- _Listed records_:
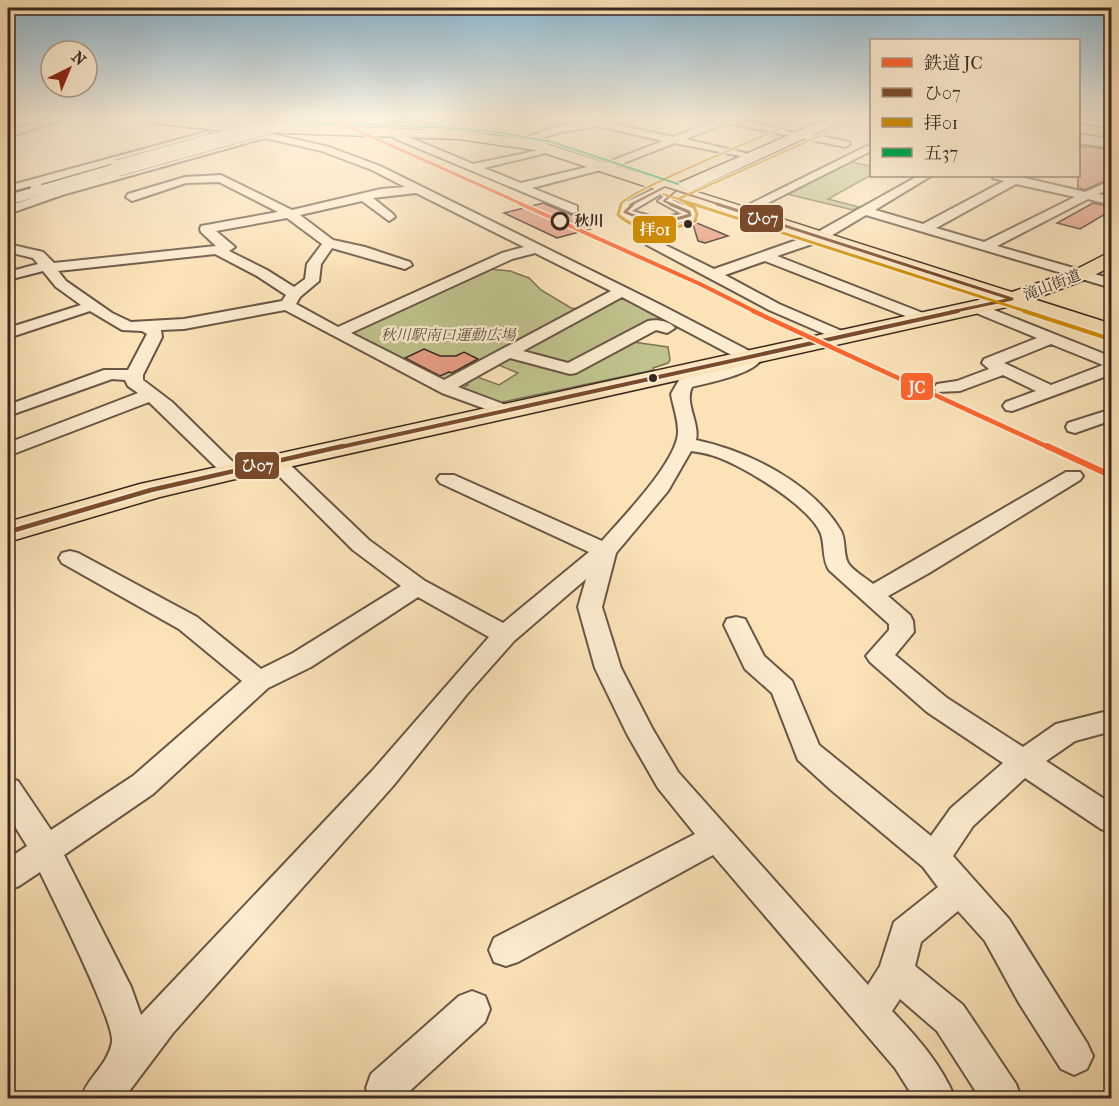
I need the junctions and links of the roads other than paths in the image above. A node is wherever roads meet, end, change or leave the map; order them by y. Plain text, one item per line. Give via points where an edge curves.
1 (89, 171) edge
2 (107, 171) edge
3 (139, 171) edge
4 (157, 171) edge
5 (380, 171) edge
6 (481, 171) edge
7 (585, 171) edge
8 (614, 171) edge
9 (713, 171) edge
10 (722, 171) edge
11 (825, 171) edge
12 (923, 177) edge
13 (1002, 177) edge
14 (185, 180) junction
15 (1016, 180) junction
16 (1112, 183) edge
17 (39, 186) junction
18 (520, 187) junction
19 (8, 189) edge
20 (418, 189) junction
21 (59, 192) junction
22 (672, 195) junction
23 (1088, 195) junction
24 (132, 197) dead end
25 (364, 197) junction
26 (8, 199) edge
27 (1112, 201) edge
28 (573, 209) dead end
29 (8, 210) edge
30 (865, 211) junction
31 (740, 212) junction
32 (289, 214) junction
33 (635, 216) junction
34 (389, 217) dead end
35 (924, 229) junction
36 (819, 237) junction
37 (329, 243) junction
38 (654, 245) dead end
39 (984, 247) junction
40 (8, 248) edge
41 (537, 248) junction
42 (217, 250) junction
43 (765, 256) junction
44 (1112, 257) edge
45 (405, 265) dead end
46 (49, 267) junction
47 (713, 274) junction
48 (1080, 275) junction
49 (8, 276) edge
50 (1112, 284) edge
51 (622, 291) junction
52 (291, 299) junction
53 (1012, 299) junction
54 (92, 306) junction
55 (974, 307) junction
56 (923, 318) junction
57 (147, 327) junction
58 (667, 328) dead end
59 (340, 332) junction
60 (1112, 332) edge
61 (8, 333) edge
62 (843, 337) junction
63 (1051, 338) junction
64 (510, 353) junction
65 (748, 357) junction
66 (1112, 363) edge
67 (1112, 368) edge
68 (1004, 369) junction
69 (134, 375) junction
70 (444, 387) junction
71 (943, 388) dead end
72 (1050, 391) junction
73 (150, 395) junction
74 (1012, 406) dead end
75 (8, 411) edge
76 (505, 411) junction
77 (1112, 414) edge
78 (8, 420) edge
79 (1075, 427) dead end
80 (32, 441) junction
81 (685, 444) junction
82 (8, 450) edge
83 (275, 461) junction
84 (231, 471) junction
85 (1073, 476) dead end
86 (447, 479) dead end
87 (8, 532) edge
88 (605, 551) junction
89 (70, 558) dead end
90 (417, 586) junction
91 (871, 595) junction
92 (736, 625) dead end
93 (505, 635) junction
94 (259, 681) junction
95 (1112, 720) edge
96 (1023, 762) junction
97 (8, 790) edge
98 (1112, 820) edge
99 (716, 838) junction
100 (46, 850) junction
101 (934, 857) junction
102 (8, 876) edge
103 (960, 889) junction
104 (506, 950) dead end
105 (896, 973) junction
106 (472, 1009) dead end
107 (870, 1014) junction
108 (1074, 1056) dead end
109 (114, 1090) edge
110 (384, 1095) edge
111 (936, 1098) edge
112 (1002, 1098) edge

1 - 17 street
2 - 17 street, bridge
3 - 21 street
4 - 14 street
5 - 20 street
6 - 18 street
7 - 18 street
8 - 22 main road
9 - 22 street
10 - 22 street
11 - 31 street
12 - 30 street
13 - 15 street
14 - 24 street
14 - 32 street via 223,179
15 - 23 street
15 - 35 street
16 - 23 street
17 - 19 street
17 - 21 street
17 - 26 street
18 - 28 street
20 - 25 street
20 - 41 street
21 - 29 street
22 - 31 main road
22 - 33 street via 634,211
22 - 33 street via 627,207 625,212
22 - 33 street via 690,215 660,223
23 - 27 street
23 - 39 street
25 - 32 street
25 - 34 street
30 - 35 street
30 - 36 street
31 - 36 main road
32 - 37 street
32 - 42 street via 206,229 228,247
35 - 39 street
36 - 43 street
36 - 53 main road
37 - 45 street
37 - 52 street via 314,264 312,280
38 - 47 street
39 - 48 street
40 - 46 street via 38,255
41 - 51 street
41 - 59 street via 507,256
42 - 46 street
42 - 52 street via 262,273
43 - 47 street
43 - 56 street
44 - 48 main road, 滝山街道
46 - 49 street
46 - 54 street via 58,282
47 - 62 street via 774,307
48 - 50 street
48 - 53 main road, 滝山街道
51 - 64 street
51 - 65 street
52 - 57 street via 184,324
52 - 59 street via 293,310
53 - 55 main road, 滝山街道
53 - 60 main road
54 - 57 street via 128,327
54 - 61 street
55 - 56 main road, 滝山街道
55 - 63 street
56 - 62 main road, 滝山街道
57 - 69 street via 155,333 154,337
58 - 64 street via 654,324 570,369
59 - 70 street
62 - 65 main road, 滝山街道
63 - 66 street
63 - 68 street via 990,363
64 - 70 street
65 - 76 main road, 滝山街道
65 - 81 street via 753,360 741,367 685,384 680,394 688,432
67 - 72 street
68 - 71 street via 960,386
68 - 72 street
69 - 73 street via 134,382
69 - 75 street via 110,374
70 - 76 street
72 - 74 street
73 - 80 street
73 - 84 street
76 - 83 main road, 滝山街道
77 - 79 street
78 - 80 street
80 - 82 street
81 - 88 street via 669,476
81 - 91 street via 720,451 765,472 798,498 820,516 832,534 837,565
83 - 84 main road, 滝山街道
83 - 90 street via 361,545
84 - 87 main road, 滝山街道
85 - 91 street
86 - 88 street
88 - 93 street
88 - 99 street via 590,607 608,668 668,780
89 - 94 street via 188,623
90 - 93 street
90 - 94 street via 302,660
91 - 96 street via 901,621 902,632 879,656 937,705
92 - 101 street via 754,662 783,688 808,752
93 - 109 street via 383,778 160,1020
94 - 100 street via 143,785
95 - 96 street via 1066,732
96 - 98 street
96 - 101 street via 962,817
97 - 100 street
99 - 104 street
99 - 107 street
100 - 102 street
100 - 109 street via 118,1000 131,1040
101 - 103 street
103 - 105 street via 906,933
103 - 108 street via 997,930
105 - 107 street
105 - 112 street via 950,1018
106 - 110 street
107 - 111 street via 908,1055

--

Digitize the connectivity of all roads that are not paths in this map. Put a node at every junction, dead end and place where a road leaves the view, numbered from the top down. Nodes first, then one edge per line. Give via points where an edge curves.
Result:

==

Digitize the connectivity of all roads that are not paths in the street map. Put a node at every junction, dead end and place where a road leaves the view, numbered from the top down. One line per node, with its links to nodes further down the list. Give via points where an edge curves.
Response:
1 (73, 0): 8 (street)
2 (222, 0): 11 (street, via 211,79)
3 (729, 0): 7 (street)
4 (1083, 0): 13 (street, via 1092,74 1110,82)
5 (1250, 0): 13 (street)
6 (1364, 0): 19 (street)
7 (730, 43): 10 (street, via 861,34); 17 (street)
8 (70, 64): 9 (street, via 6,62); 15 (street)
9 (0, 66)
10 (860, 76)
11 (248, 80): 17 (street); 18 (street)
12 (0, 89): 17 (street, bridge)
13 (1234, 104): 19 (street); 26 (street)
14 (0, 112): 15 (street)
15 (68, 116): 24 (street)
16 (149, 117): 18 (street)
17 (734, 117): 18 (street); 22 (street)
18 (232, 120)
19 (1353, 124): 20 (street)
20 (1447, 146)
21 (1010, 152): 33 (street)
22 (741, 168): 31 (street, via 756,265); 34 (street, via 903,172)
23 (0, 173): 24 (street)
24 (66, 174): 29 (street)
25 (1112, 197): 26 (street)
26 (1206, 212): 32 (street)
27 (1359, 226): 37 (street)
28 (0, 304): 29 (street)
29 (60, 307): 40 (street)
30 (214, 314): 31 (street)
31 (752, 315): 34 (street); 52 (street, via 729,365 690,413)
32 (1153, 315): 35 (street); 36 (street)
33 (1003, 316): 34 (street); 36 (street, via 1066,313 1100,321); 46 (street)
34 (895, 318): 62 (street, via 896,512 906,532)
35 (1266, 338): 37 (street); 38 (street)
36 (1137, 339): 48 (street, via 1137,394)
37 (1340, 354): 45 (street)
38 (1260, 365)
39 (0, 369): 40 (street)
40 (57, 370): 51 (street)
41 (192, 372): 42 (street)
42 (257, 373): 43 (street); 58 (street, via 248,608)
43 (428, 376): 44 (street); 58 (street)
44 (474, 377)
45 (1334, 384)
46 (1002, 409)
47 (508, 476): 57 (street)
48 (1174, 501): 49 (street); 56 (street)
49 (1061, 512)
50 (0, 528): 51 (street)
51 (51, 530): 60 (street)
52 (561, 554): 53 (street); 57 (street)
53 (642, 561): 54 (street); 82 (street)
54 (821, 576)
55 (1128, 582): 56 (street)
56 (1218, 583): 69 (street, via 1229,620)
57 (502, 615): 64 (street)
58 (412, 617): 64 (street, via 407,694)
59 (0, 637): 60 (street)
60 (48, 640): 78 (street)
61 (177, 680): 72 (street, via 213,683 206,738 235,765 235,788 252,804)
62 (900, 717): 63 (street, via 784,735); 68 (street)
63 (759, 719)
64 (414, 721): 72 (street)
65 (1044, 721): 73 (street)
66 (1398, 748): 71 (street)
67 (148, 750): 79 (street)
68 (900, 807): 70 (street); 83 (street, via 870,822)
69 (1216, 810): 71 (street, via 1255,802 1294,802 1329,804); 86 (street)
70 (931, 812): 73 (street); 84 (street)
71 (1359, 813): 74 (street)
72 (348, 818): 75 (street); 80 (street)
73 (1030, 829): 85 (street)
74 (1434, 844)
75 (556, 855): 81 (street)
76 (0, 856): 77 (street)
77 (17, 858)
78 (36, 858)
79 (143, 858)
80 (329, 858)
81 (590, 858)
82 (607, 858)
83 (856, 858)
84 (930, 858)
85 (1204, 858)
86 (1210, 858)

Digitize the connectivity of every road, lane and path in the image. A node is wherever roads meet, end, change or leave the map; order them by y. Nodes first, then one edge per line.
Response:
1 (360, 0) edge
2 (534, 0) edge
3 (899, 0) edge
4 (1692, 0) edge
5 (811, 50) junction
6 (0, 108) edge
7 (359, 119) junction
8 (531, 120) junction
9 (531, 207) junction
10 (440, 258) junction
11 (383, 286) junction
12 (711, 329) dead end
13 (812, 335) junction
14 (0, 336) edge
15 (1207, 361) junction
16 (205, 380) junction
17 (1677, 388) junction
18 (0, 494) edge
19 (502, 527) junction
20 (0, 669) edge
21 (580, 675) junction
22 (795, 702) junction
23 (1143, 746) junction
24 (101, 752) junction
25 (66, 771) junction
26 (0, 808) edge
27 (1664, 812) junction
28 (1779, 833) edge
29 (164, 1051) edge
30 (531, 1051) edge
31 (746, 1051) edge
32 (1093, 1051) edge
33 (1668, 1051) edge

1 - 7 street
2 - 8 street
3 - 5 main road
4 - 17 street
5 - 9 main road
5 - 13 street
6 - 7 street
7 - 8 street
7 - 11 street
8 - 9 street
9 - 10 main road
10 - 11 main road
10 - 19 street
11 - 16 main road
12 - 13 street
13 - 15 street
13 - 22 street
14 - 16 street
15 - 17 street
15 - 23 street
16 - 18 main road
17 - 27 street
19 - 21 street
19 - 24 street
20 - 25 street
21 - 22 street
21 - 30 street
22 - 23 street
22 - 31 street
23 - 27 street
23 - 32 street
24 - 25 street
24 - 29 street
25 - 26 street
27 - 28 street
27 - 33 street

- _Task statement_: Return a copy of each line of the material that holds the word "from".

- _Answer to this task_:
Digitize the connectivity of all roads that are not paths in this map. Put a node at every junction, dead end and place where a road leaves the view, numbered from the top down. Nodes first, then one edge per line. Give via points where an edge curves.
Digitize the connectivity of all roads that are not paths in the street map. Put a node at every junction, dead end and place where a road leaves the view, numbered from the top down. One line per node, with its links to nodes further down the list. Give via points where an edge curves.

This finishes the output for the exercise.